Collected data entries
Segment Open

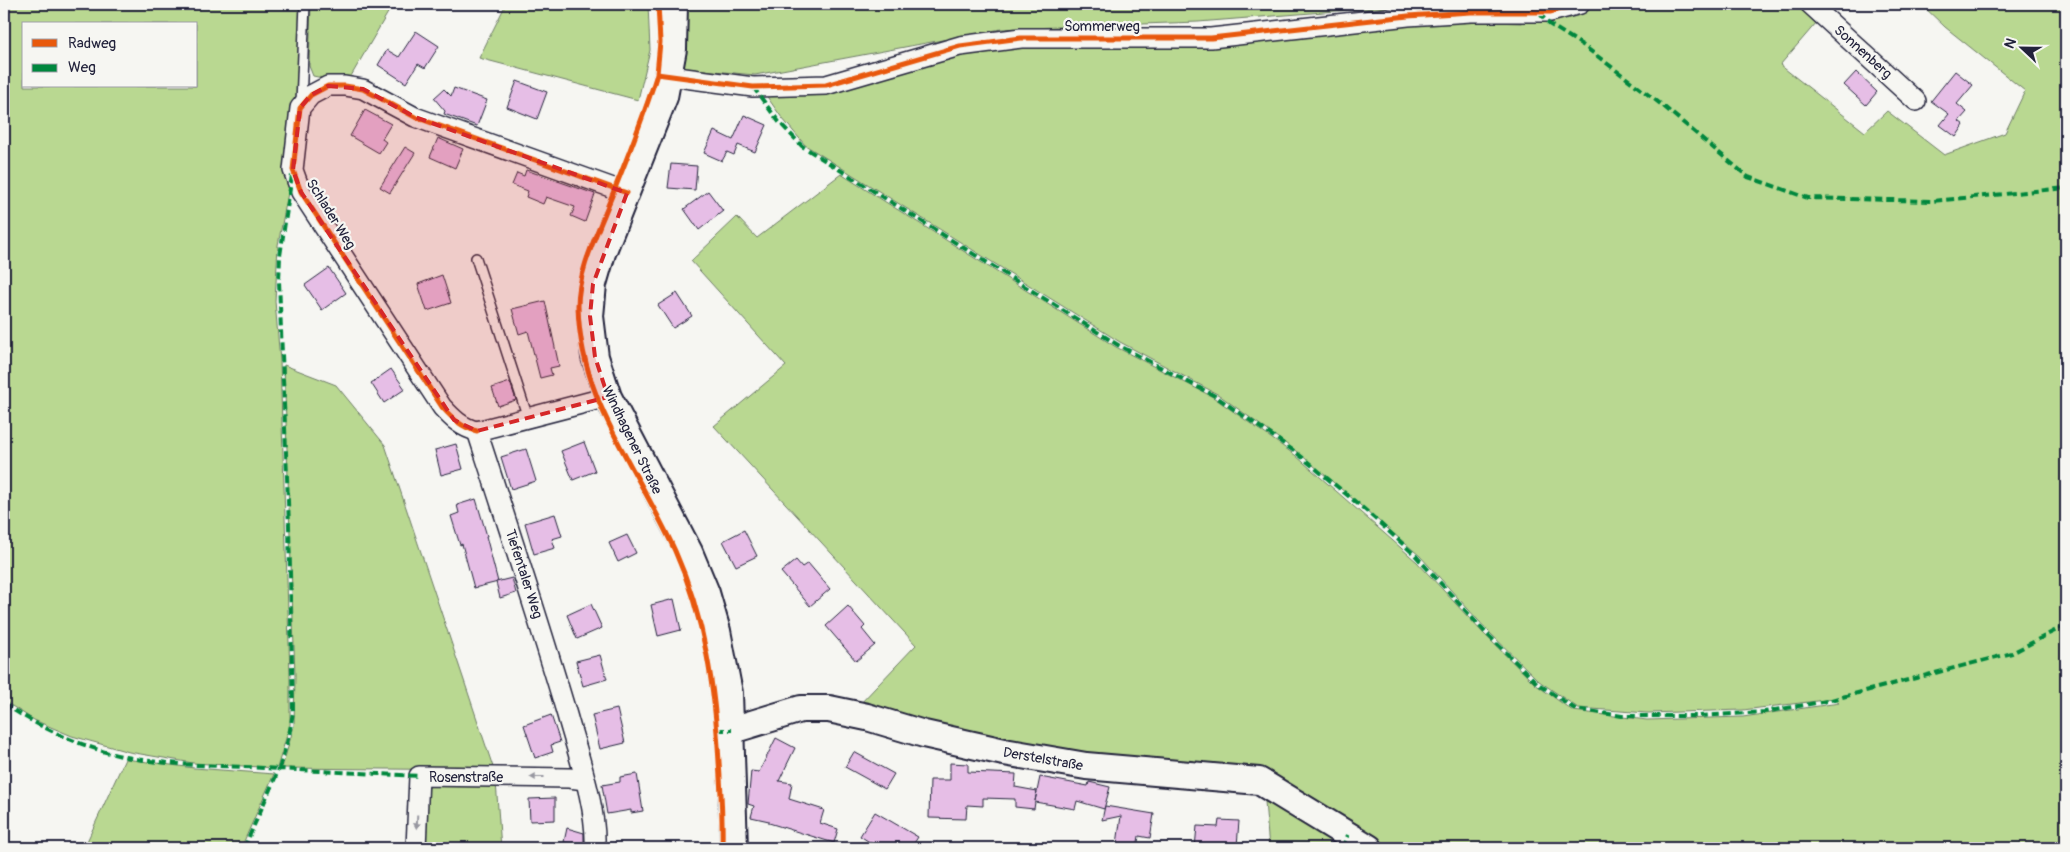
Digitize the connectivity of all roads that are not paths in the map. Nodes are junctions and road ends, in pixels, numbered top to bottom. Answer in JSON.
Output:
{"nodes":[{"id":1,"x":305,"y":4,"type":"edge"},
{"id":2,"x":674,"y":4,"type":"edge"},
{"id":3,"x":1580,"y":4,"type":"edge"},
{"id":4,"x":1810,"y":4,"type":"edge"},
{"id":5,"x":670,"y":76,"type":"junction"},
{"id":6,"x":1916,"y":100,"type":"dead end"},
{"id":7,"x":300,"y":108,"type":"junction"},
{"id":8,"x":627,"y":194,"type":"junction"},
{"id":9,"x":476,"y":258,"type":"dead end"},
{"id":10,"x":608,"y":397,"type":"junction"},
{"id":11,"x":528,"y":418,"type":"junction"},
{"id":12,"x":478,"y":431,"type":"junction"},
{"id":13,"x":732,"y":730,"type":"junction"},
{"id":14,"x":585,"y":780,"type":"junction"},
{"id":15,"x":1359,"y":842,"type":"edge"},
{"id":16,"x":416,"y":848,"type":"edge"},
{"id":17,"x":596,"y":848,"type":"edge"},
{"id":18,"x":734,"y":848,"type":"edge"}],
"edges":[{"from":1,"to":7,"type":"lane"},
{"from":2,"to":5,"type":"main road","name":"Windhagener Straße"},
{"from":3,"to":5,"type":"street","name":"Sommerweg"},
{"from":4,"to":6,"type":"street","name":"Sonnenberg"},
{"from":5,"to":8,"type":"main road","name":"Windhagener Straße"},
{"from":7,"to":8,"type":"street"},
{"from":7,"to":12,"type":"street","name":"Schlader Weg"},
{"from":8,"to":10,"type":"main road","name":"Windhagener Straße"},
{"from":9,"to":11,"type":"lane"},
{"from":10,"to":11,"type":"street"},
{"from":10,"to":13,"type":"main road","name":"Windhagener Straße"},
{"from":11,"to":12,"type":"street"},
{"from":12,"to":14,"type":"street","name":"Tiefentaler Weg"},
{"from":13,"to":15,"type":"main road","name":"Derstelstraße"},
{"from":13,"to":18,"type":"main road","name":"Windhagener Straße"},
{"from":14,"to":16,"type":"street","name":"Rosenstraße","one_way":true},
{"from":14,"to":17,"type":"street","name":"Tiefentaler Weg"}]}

Segment Closed
Segment Open

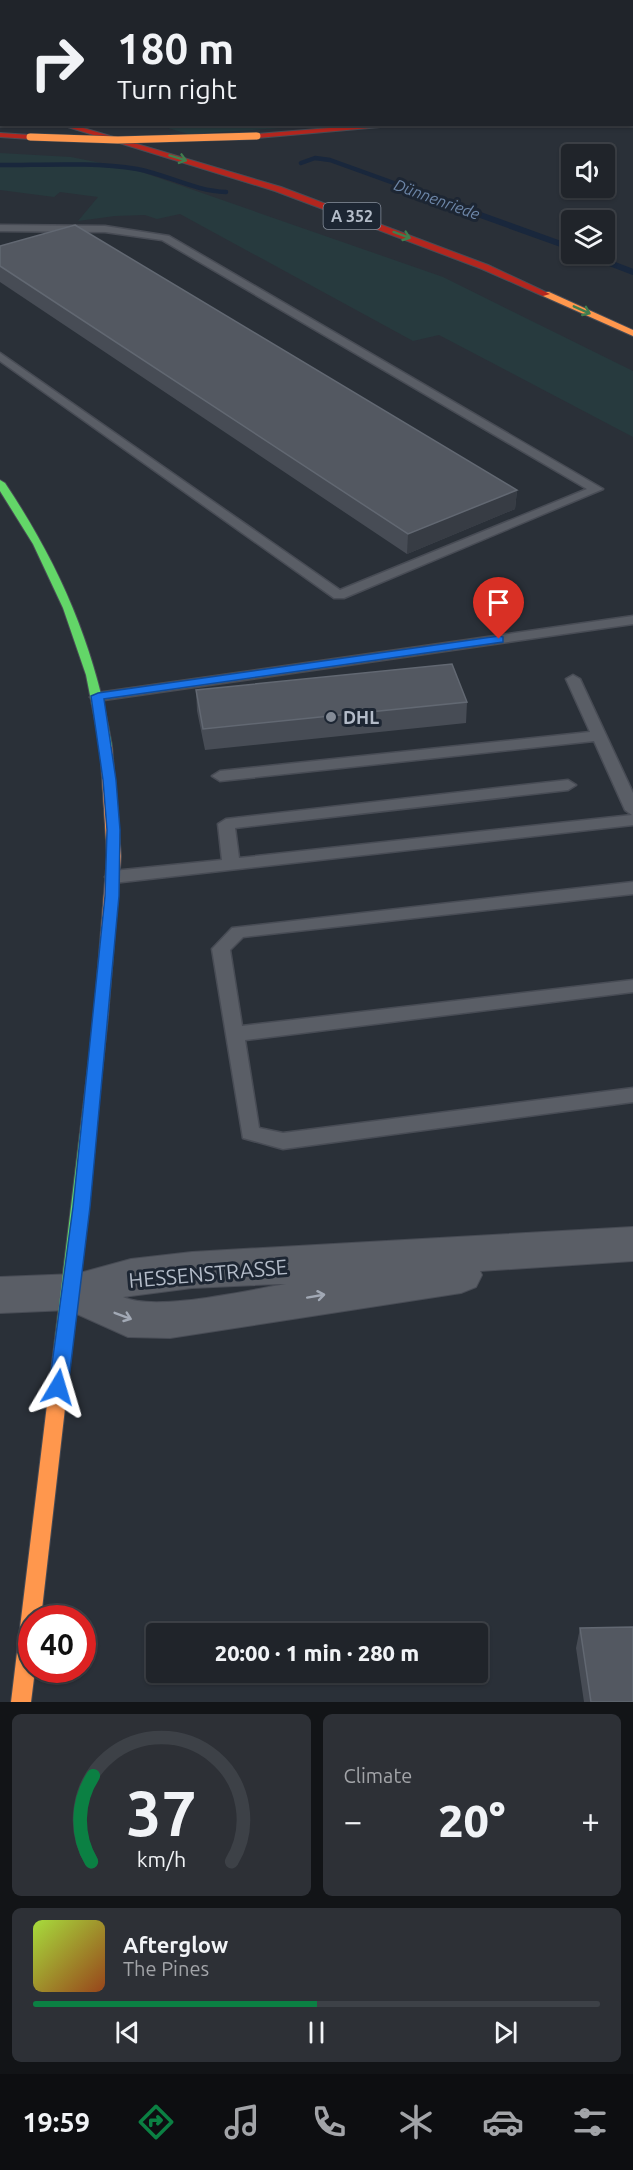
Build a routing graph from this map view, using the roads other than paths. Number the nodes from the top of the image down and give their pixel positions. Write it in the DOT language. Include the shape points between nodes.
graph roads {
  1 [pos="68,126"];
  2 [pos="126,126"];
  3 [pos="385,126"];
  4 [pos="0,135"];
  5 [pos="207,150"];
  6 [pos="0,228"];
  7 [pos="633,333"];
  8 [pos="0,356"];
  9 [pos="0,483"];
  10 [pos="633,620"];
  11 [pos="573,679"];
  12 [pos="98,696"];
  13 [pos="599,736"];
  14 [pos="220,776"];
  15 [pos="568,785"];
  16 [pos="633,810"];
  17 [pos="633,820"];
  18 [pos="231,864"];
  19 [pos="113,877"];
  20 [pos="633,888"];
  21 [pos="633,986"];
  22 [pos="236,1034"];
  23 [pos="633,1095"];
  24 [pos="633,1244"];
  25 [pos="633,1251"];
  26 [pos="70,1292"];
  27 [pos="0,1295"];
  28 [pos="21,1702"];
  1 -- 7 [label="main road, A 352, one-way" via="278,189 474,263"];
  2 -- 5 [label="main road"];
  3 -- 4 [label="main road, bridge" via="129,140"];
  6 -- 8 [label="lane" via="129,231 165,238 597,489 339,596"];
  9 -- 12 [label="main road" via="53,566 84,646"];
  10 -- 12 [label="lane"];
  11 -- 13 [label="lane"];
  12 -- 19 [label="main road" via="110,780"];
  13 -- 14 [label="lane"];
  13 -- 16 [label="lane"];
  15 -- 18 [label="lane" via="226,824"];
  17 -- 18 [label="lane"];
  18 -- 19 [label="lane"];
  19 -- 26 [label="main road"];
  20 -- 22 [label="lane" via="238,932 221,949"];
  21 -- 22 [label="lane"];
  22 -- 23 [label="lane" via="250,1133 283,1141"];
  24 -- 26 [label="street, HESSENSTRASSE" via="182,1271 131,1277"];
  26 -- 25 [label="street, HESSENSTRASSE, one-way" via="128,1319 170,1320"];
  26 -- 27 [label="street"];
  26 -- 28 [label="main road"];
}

Segment Closed

#### Problem requirements:
Wherever a line in the data above holds the word "Windhagener", copy that line.

#### Reply:
{"from":2,"to":5,"type":"main road","name":"Windhagener Straße"},
{"from":5,"to":8,"type":"main road","name":"Windhagener Straße"},
{"from":8,"to":10,"type":"main road","name":"Windhagener Straße"},
{"from":10,"to":13,"type":"main road","name":"Windhagener Straße"},
{"from":13,"to":18,"type":"main road","name":"Windhagener Straße"},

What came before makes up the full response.